[Data in this exercise]

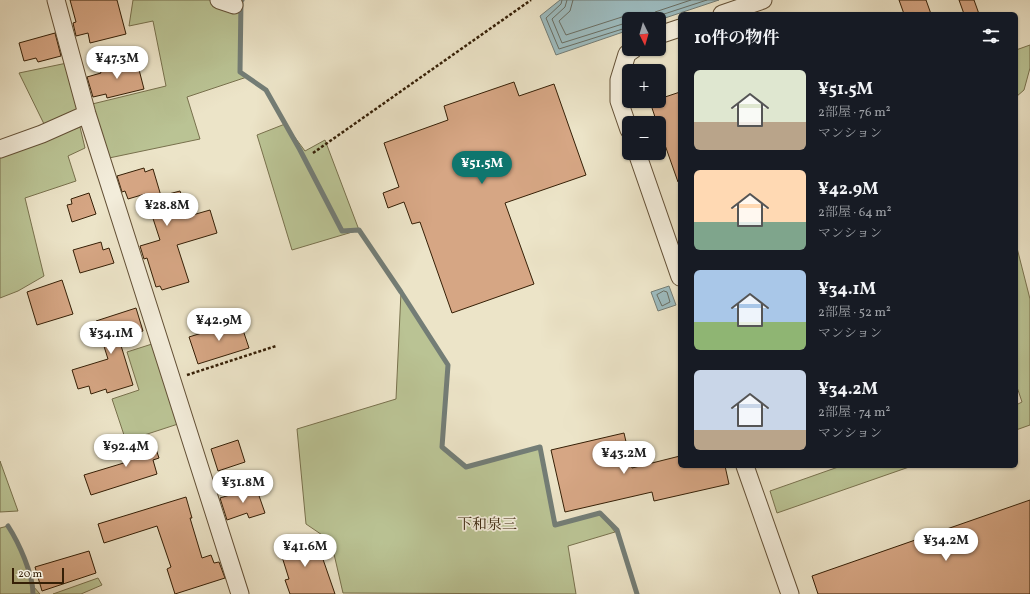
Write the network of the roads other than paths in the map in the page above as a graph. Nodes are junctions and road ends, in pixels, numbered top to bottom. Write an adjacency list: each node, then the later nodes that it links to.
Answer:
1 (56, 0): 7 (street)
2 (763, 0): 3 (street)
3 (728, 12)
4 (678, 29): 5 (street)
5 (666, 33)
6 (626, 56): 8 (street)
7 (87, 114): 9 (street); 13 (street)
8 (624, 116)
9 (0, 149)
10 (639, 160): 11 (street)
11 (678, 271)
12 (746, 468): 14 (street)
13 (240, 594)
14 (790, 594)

[/Data in this exercise]
[Data in this exercise]

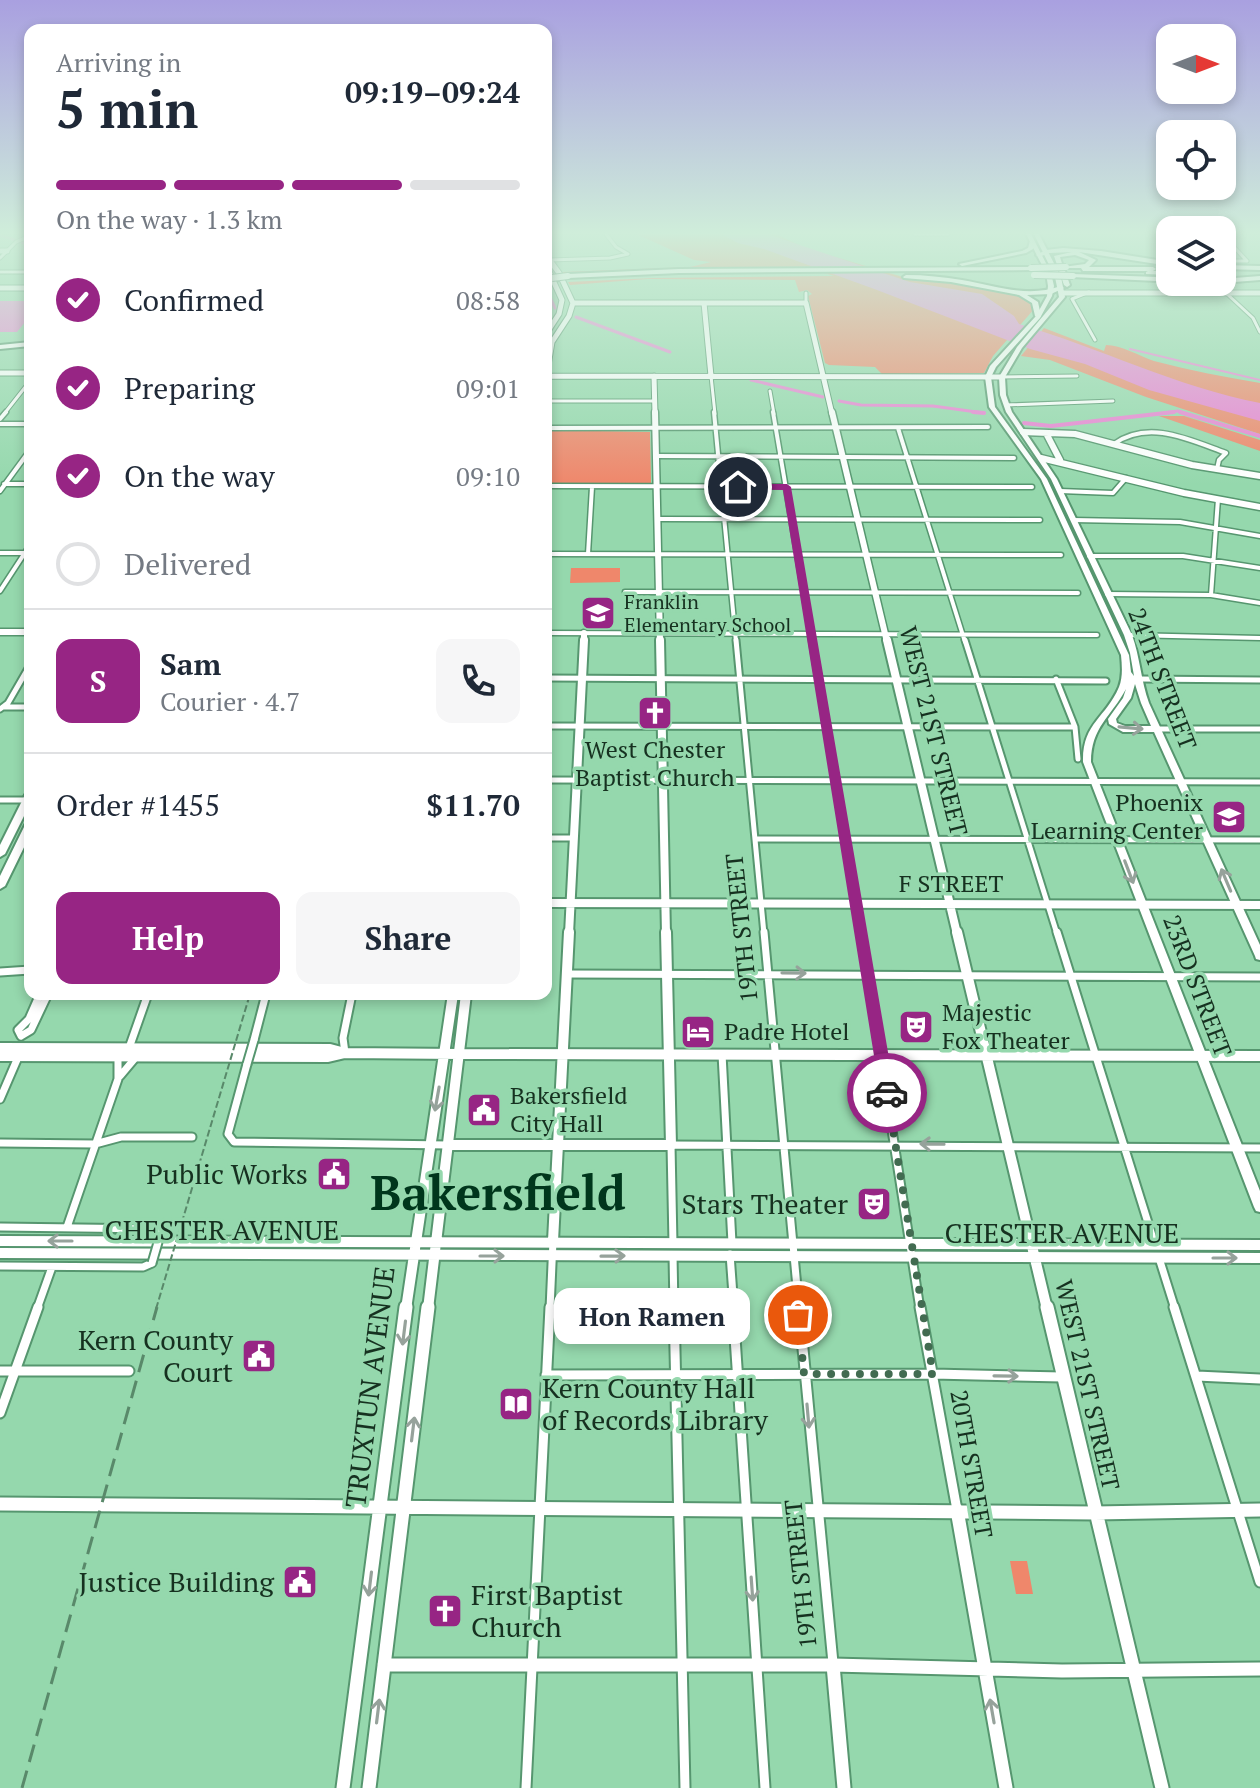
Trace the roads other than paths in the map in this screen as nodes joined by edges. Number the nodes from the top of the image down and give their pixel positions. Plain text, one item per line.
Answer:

[/Data in this exercise]

Problem details:
Tally the lines of the listing that contain "other" and give the tally alone.

Response below:
2